:: PROBLEM TO SOLVE ::
Keep the pictures out and restate every record exactly.

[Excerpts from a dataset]
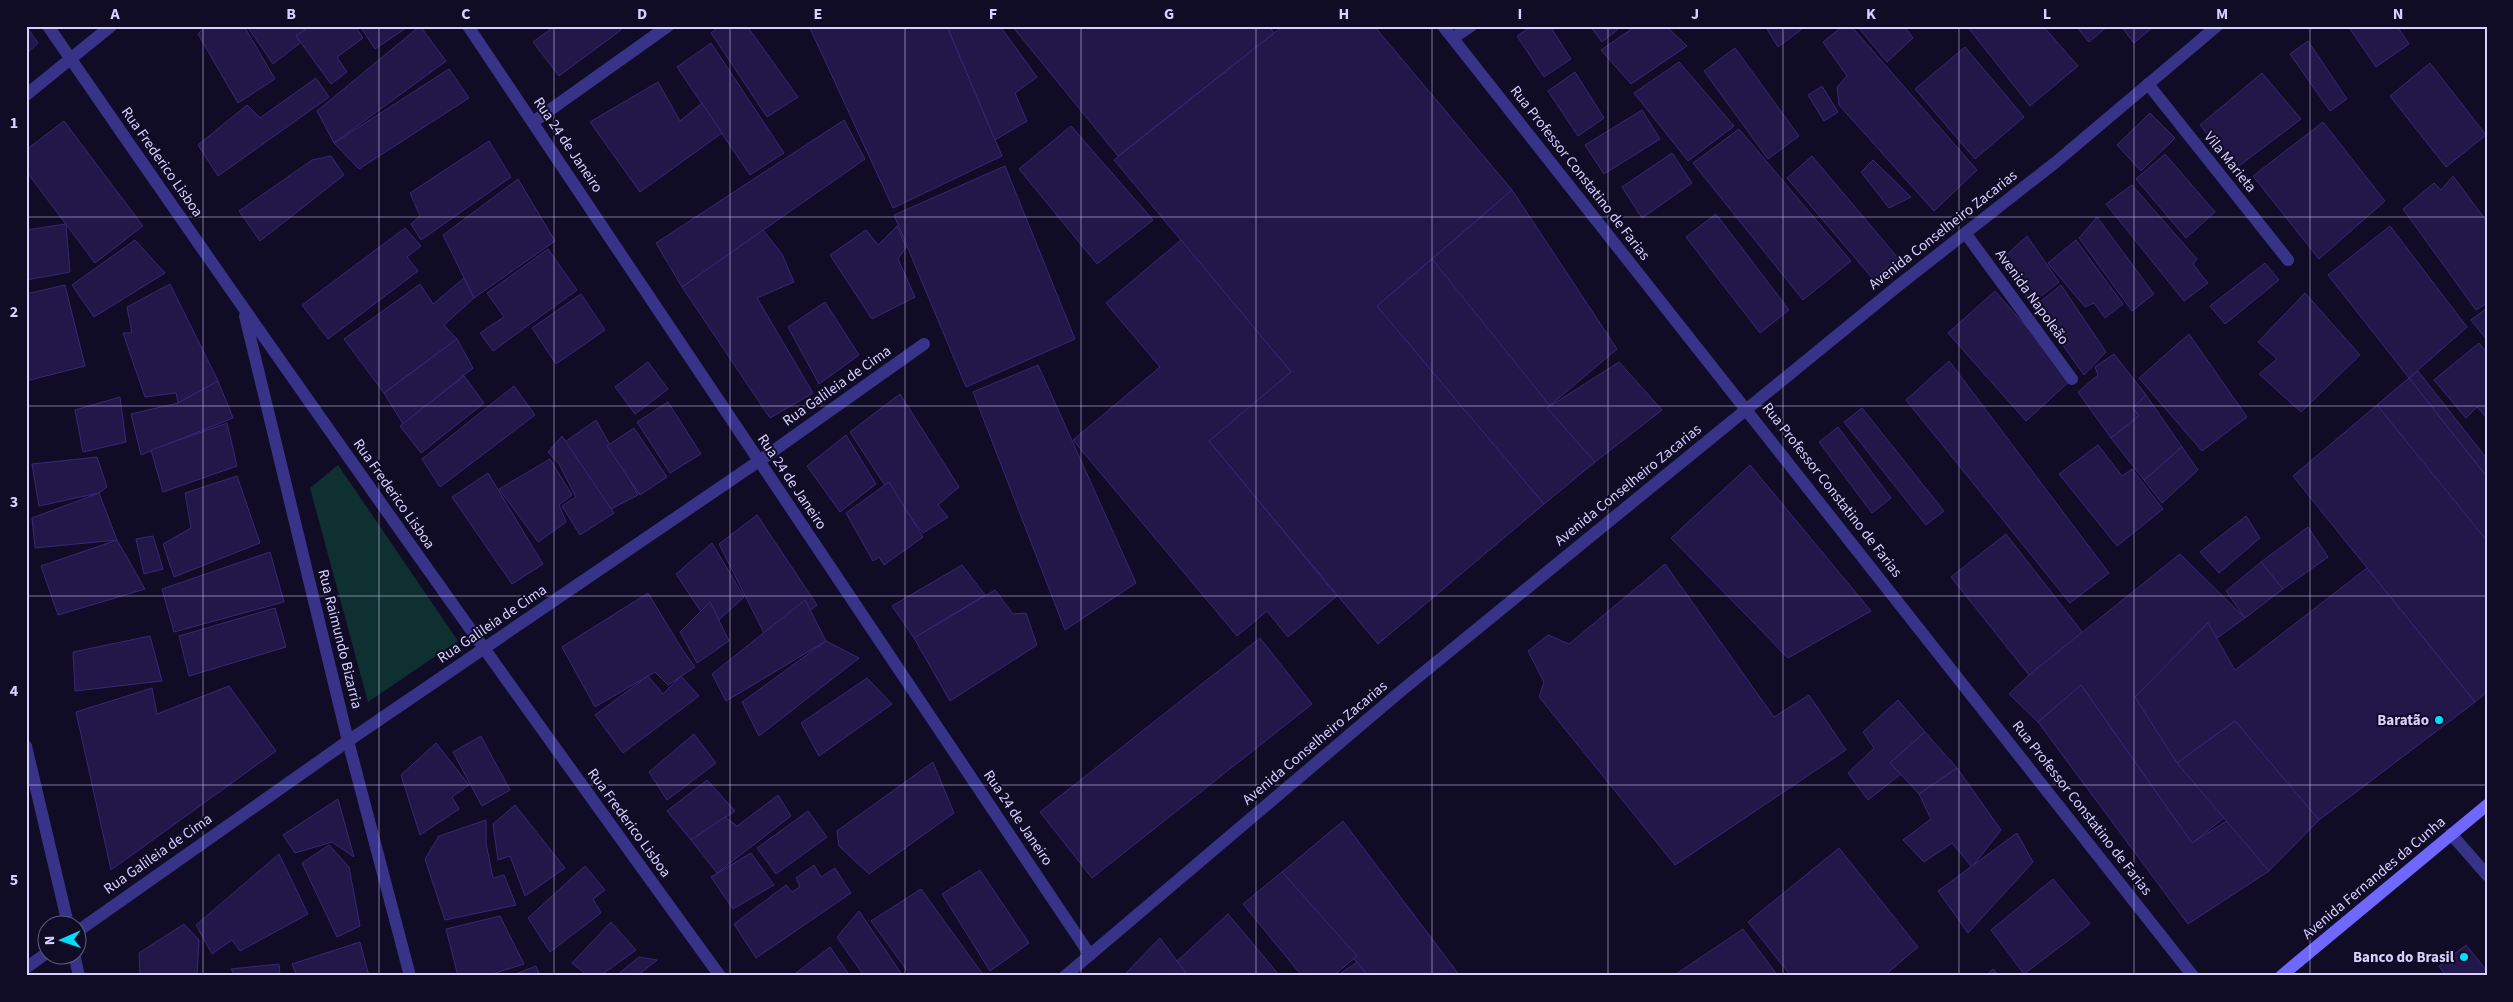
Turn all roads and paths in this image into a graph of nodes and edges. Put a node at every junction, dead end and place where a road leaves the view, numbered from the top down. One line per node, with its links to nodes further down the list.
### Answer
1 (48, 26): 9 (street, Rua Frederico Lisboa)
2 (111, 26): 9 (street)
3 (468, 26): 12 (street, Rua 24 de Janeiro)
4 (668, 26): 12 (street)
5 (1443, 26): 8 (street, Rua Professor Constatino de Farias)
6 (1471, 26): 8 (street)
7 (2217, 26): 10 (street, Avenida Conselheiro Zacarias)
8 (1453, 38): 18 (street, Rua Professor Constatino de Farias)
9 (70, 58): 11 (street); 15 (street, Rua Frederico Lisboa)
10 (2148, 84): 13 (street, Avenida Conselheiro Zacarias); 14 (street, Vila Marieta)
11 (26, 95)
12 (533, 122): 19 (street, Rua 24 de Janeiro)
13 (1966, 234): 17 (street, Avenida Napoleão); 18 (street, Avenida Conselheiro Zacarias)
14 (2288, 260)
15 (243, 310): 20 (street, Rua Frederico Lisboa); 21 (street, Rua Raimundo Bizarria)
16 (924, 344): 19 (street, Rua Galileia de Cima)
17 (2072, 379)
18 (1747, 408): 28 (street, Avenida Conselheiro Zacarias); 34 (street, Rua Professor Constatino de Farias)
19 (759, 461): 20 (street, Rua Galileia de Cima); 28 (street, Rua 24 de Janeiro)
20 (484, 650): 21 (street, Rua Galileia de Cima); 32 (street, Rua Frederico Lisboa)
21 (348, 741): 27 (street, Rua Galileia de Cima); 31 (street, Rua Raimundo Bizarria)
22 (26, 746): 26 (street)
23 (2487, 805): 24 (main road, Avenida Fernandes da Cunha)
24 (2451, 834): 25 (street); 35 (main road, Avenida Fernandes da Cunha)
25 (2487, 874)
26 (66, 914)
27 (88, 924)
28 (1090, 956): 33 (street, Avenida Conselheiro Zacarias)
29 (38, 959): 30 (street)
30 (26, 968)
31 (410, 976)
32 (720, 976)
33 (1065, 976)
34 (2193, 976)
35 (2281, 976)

:: RESULT BELOW ::
Turn all roads and paths in this image into a graph of nodes and edges. Put a node at every junction, dead end and place where a road leaves the view, numbered from the top down. One line per node, with its links to nodes further down the list.
### Answer
1 (48, 26): 9 (street, Rua Frederico Lisboa)
2 (111, 26): 9 (street)
3 (468, 26): 12 (street, Rua 24 de Janeiro)
4 (668, 26): 12 (street)
5 (1443, 26): 8 (street, Rua Professor Constatino de Farias)
6 (1471, 26): 8 (street)
7 (2217, 26): 10 (street, Avenida Conselheiro Zacarias)
8 (1453, 38): 18 (street, Rua Professor Constatino de Farias)
9 (70, 58): 11 (street); 15 (street, Rua Frederico Lisboa)
10 (2148, 84): 13 (street, Avenida Conselheiro Zacarias); 14 (street, Vila Marieta)
11 (26, 95)
12 (533, 122): 19 (street, Rua 24 de Janeiro)
13 (1966, 234): 17 (street, Avenida Napoleão); 18 (street, Avenida Conselheiro Zacarias)
14 (2288, 260)
15 (243, 310): 20 (street, Rua Frederico Lisboa); 21 (street, Rua Raimundo Bizarria)
16 (924, 344): 19 (street, Rua Galileia de Cima)
17 (2072, 379)
18 (1747, 408): 28 (street, Avenida Conselheiro Zacarias); 34 (street, Rua Professor Constatino de Farias)
19 (759, 461): 20 (street, Rua Galileia de Cima); 28 (street, Rua 24 de Janeiro)
20 (484, 650): 21 (street, Rua Galileia de Cima); 32 (street, Rua Frederico Lisboa)
21 (348, 741): 27 (street, Rua Galileia de Cima); 31 (street, Rua Raimundo Bizarria)
22 (26, 746): 26 (street)
23 (2487, 805): 24 (main road, Avenida Fernandes da Cunha)
24 (2451, 834): 25 (street); 35 (main road, Avenida Fernandes da Cunha)
25 (2487, 874)
26 (66, 914)
27 (88, 924)
28 (1090, 956): 33 (street, Avenida Conselheiro Zacarias)
29 (38, 959): 30 (street)
30 (26, 968)
31 (410, 976)
32 (720, 976)
33 (1065, 976)
34 (2193, 976)
35 (2281, 976)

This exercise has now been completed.